The favorite national tipple is rakija, a potent spirit made from distilled grapes. Montenegro also produces some excellent wines (look out for red Vranac and white Krstac) and its own beer, Nikšicćko pivo.


Montenegro’s top hotels lie along the Budva Riviera – most date back to the socialist era and have only recently been refurbished to 21st-century standards. In addition, several family-run boutique hotels have opened, the best of which occupy centuries-old stone villas.

Public holidays

Montenegro celebrates the following Public Holidays, when most banks, shops and even some restaurants are closed: Jan 1-2, Jan 7, Orthodox Good Friday, Orthodox Easter Monday, May 1- 2, May 9, May 21, Jul 13, and Nov 29.

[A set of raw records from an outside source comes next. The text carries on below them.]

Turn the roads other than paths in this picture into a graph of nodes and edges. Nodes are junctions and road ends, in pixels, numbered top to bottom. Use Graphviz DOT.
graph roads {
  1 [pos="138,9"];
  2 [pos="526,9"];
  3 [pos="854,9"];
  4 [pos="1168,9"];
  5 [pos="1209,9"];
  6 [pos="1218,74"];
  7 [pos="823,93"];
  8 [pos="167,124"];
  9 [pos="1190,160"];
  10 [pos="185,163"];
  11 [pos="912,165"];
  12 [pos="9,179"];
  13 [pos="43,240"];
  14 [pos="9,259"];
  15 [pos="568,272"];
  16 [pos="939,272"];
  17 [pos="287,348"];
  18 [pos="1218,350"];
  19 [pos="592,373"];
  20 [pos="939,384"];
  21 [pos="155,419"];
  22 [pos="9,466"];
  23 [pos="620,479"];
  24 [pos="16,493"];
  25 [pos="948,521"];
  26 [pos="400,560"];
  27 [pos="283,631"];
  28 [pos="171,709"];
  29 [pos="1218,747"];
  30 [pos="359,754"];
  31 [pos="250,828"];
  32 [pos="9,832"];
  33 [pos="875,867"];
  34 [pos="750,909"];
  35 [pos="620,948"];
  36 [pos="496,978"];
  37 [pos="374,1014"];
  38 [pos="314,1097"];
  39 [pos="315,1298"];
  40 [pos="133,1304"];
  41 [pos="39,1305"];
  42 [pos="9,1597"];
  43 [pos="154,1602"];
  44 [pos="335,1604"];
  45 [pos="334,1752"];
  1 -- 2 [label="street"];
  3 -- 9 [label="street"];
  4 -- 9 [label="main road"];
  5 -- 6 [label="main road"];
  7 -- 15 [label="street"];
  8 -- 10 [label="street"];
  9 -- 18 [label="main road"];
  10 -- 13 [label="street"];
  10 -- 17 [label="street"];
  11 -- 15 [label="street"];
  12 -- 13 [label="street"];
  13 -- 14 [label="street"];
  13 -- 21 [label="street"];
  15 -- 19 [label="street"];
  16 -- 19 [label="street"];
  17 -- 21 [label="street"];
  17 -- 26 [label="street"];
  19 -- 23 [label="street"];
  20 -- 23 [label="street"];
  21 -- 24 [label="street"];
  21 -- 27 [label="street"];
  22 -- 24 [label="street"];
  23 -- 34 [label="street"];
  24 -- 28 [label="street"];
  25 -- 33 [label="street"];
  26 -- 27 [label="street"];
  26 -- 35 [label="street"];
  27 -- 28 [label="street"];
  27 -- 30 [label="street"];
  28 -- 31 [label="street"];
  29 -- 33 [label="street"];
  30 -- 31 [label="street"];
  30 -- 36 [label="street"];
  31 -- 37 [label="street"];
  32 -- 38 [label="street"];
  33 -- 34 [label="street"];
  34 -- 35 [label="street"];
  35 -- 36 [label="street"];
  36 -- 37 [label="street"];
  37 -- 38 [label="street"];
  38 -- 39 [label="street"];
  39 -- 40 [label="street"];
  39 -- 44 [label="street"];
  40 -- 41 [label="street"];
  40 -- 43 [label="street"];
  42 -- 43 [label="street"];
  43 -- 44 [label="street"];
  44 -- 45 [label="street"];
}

In the days of Yugoslavia, the Adriatic coast was Europe's top naturist destination. Today, topless bathing is fine almost everywhere in Montenegro unless the beach is in a town or village. Naturism (nude bathing) is accepted on remote, secluded beaches.


Cruise ships sailing the East Mediterranean from Venice to Istanbul travel down the Adriatic. Many stop in nearby Dubrovnik (Croatia) and some smaller cruise ships sail into Kotor Bay for a half-day of sightseeing in Kotor.